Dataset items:
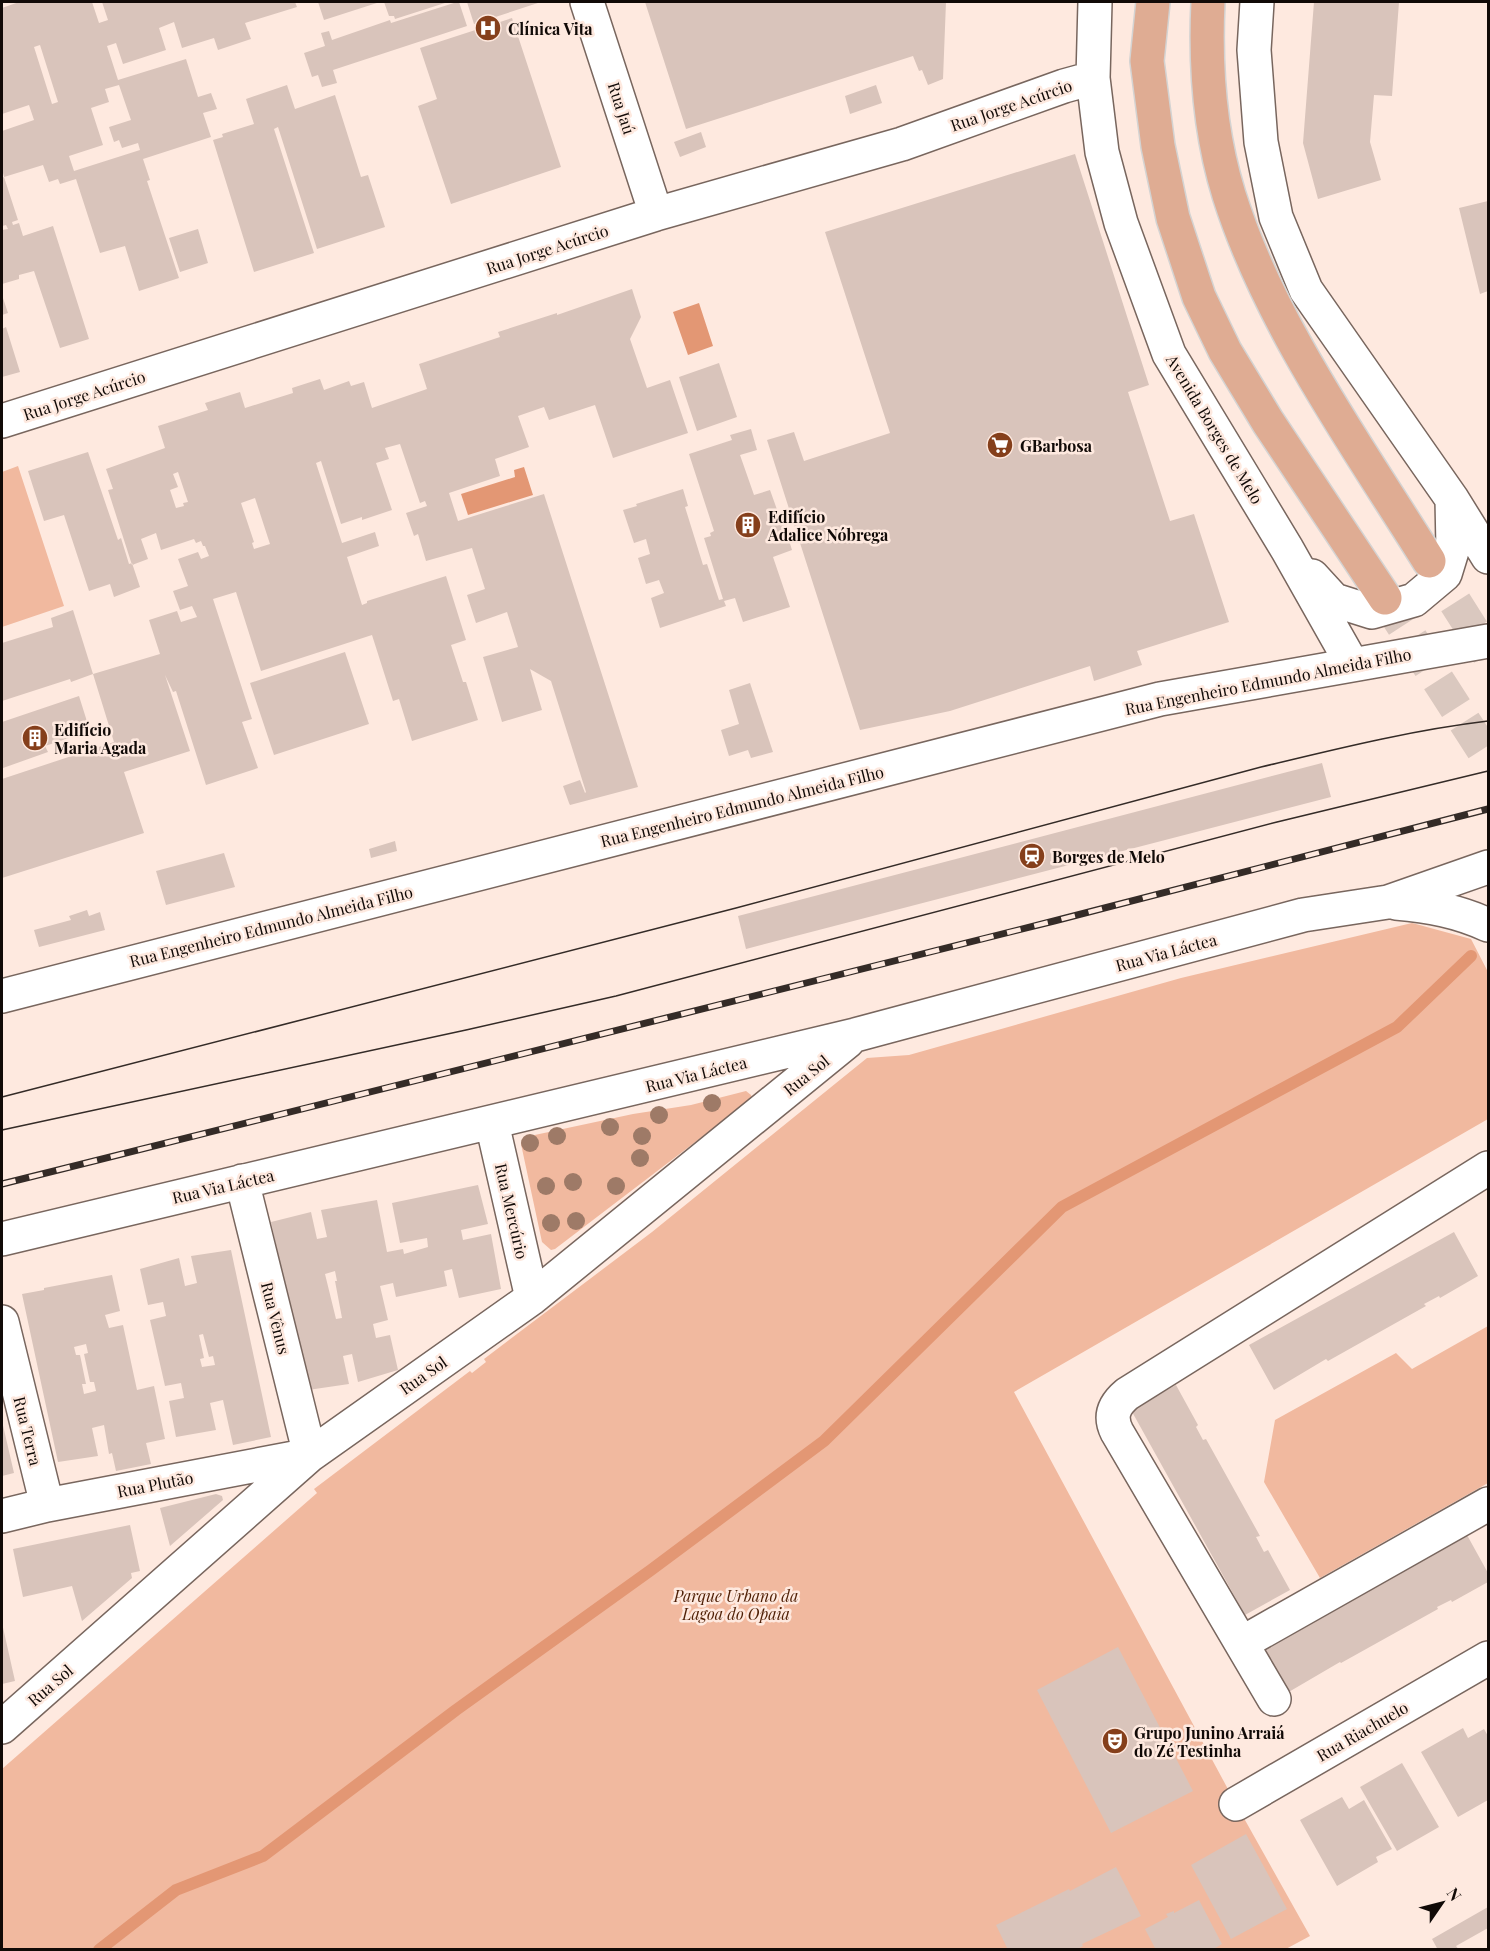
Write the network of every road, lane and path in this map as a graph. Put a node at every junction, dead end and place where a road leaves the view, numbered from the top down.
1 (587, 2) edge
2 (1095, 2) edge
3 (1153, 2) edge
4 (1208, 2) edge
5 (1257, 2) edge
6 (1093, 78) junction
7 (656, 214) junction
8 (2, 421) edge
9 (1452, 499) junction
10 (1287, 549) junction
11 (1488, 557) edge
12 (1429, 561) tunnel mouth
13 (1385, 598) tunnel mouth
14 (1488, 640) edge
15 (1352, 664) junction
16 (1488, 867) edge
17 (1388, 902) junction
18 (1488, 925) edge
19 (2, 996) edge
20 (855, 1035) junction
21 (492, 1123) junction
22 (1487, 1174) edge
23 (242, 1181) junction
24 (2, 1239) edge
25 (532, 1298) junction
26 (2, 1322) edge
27 (310, 1455) junction
28 (1488, 1504) edge
29 (47, 1505) junction
30 (2, 1516) edge
31 (1242, 1643) junction
32 (1488, 1658) edge
33 (1274, 1699) dead end
34 (2, 1727) edge
35 (1236, 1804) dead end

1 - 7 street, Rua Jaú
2 - 6 street, Avenida Borges de Melo
3 - 13 main road
4 - 12 main road
5 - 9 street
6 - 7 street, Rua Jorge Acúrcio
6 - 10 street, Avenida Borges de Melo
7 - 8 street, Rua Jorge Acúrcio
9 - 10 street
9 - 11 street
10 - 15 street, Avenida Borges de Melo
14 - 15 street, Rua Engenheiro Edmundo Almeida Filho
15 - 19 street, Rua Engenheiro Edmundo Almeida Filho
16 - 17 street, Rua Via Láctea
17 - 18 street, Rua Via Láctea
17 - 20 street, Rua Via Láctea
20 - 21 street, Rua Via Láctea
20 - 25 street, Rua Sol
21 - 23 street, Rua Via Láctea
21 - 25 street, Rua Mercúrio
22 - 31 street
23 - 24 street, Rua Via Láctea
23 - 27 street, Rua Vênus
25 - 27 street, Rua Sol
26 - 29 street, Rua Terra
27 - 29 street, Rua Plutão
27 - 34 street, Rua Sol
28 - 31 street
29 - 30 street, Rua Plutão
31 - 33 street
32 - 35 street, Rua Riachuelo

PROBLEM: Please repeat the entries above exactly, leaving out any pictures.

ANSWER FOR THIS EXERCISE:
Write the network of every road, lane and path in this map as a graph. Put a node at every junction, dead end and place where a road leaves the view, numbered from the top down.
1 (587, 2) edge
2 (1095, 2) edge
3 (1153, 2) edge
4 (1208, 2) edge
5 (1257, 2) edge
6 (1093, 78) junction
7 (656, 214) junction
8 (2, 421) edge
9 (1452, 499) junction
10 (1287, 549) junction
11 (1488, 557) edge
12 (1429, 561) tunnel mouth
13 (1385, 598) tunnel mouth
14 (1488, 640) edge
15 (1352, 664) junction
16 (1488, 867) edge
17 (1388, 902) junction
18 (1488, 925) edge
19 (2, 996) edge
20 (855, 1035) junction
21 (492, 1123) junction
22 (1487, 1174) edge
23 (242, 1181) junction
24 (2, 1239) edge
25 (532, 1298) junction
26 (2, 1322) edge
27 (310, 1455) junction
28 (1488, 1504) edge
29 (47, 1505) junction
30 (2, 1516) edge
31 (1242, 1643) junction
32 (1488, 1658) edge
33 (1274, 1699) dead end
34 (2, 1727) edge
35 (1236, 1804) dead end

1 - 7 street, Rua Jaú
2 - 6 street, Avenida Borges de Melo
3 - 13 main road
4 - 12 main road
5 - 9 street
6 - 7 street, Rua Jorge Acúrcio
6 - 10 street, Avenida Borges de Melo
7 - 8 street, Rua Jorge Acúrcio
9 - 10 street
9 - 11 street
10 - 15 street, Avenida Borges de Melo
14 - 15 street, Rua Engenheiro Edmundo Almeida Filho
15 - 19 street, Rua Engenheiro Edmundo Almeida Filho
16 - 17 street, Rua Via Láctea
17 - 18 street, Rua Via Láctea
17 - 20 street, Rua Via Láctea
20 - 21 street, Rua Via Láctea
20 - 25 street, Rua Sol
21 - 23 street, Rua Via Láctea
21 - 25 street, Rua Mercúrio
22 - 31 street
23 - 24 street, Rua Via Láctea
23 - 27 street, Rua Vênus
25 - 27 street, Rua Sol
26 - 29 street, Rua Terra
27 - 29 street, Rua Plutão
27 - 34 street, Rua Sol
28 - 31 street
29 - 30 street, Rua Plutão
31 - 33 street
32 - 35 street, Rua Riachuelo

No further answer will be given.